[Data for this task — start]

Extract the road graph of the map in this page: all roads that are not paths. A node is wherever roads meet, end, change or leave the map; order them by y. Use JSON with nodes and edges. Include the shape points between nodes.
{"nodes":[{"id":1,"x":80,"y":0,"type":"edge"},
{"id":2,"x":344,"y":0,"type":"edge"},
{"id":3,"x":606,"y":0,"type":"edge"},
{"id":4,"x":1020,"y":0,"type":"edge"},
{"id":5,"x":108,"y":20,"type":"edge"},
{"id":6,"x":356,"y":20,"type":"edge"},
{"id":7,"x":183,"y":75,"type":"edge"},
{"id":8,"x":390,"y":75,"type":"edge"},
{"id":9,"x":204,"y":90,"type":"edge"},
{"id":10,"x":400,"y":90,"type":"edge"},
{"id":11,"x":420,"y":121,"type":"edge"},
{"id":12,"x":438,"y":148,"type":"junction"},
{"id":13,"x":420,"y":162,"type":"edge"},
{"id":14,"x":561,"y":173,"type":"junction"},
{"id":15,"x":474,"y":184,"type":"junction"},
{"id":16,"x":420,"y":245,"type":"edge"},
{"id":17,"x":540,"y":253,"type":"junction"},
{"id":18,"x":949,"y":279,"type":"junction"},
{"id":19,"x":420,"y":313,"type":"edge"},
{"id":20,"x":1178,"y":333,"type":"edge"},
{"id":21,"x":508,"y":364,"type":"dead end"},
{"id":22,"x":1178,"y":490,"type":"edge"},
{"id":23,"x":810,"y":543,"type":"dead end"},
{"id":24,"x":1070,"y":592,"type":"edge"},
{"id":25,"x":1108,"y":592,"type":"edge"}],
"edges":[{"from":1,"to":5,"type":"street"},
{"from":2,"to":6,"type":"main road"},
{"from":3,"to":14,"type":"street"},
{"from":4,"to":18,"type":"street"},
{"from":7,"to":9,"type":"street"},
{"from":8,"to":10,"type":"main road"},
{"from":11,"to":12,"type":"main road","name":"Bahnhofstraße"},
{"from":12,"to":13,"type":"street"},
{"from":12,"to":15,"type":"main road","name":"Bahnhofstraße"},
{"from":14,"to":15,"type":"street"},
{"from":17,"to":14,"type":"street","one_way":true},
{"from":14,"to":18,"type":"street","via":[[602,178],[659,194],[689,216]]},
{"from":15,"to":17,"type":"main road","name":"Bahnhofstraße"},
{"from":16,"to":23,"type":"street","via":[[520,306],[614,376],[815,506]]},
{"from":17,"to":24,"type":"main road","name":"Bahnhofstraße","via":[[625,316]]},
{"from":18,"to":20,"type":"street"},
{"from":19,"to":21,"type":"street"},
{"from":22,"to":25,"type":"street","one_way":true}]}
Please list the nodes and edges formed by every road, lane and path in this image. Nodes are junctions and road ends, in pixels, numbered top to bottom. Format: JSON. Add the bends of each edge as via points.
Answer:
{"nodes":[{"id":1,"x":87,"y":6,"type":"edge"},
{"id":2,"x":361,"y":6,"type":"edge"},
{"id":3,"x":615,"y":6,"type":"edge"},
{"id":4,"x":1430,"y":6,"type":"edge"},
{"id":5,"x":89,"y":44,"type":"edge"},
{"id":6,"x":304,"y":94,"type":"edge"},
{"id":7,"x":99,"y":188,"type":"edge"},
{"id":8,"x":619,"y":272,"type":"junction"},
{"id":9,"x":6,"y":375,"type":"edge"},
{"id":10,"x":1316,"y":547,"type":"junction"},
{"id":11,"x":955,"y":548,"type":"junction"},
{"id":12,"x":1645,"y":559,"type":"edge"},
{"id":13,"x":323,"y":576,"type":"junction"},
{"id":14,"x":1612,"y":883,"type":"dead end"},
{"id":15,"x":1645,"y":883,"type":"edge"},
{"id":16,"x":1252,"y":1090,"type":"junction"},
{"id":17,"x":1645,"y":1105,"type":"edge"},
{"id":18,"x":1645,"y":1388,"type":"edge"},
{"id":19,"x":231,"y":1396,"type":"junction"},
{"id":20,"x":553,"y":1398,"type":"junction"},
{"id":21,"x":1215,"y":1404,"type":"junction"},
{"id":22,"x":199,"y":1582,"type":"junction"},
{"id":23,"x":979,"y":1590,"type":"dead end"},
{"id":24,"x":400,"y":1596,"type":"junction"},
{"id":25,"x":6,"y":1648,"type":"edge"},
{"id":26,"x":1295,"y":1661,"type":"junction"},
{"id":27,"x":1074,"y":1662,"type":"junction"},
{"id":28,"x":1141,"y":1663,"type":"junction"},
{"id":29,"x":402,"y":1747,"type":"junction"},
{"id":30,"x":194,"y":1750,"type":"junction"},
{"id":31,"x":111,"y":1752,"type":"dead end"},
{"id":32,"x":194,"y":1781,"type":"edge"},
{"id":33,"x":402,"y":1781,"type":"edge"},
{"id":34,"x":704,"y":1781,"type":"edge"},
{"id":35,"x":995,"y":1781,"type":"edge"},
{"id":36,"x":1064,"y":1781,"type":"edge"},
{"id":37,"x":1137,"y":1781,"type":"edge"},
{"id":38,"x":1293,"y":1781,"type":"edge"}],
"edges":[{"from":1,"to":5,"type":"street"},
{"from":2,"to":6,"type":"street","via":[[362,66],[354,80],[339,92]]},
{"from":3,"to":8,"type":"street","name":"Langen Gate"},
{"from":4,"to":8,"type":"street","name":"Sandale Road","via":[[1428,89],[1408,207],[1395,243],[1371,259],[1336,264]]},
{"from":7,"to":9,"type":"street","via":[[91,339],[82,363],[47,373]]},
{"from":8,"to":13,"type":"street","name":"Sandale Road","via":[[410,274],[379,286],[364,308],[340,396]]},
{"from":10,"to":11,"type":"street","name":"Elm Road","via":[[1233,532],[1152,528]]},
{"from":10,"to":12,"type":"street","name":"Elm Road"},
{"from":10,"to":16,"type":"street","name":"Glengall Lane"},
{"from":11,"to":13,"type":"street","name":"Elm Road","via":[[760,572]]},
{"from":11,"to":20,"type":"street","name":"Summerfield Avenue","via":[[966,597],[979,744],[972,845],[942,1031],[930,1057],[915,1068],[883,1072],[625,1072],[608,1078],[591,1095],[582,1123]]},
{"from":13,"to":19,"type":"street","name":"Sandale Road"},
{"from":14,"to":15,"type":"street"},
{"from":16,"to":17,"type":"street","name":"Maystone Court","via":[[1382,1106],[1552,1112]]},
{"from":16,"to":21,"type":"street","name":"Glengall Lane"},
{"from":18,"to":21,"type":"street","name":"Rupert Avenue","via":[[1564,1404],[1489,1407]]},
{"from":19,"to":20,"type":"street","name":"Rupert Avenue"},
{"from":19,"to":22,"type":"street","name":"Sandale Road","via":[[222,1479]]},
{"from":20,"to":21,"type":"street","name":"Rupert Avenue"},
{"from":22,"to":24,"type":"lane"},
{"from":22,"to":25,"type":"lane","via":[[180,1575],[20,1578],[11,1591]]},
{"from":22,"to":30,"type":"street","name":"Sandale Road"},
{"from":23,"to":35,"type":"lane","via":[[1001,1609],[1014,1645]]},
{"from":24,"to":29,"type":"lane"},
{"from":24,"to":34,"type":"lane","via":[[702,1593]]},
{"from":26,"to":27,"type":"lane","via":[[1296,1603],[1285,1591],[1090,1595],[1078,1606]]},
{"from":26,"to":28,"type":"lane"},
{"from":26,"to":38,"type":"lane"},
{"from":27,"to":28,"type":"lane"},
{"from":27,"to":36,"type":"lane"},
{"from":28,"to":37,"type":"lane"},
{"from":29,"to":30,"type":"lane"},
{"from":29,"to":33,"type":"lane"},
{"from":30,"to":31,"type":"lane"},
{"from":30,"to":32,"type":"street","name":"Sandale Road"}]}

[Data for this task — finish]

• _Action item_
Copy out, from the data above, every line holding the word "dead".

• _Response to this exercise_
{"id":21,"x":508,"y":364,"type":"dead end"},
{"id":23,"x":810,"y":543,"type":"dead end"},
{"id":14,"x":1612,"y":883,"type":"dead end"},
{"id":23,"x":979,"y":1590,"type":"dead end"},
{"id":31,"x":111,"y":1752,"type":"dead end"},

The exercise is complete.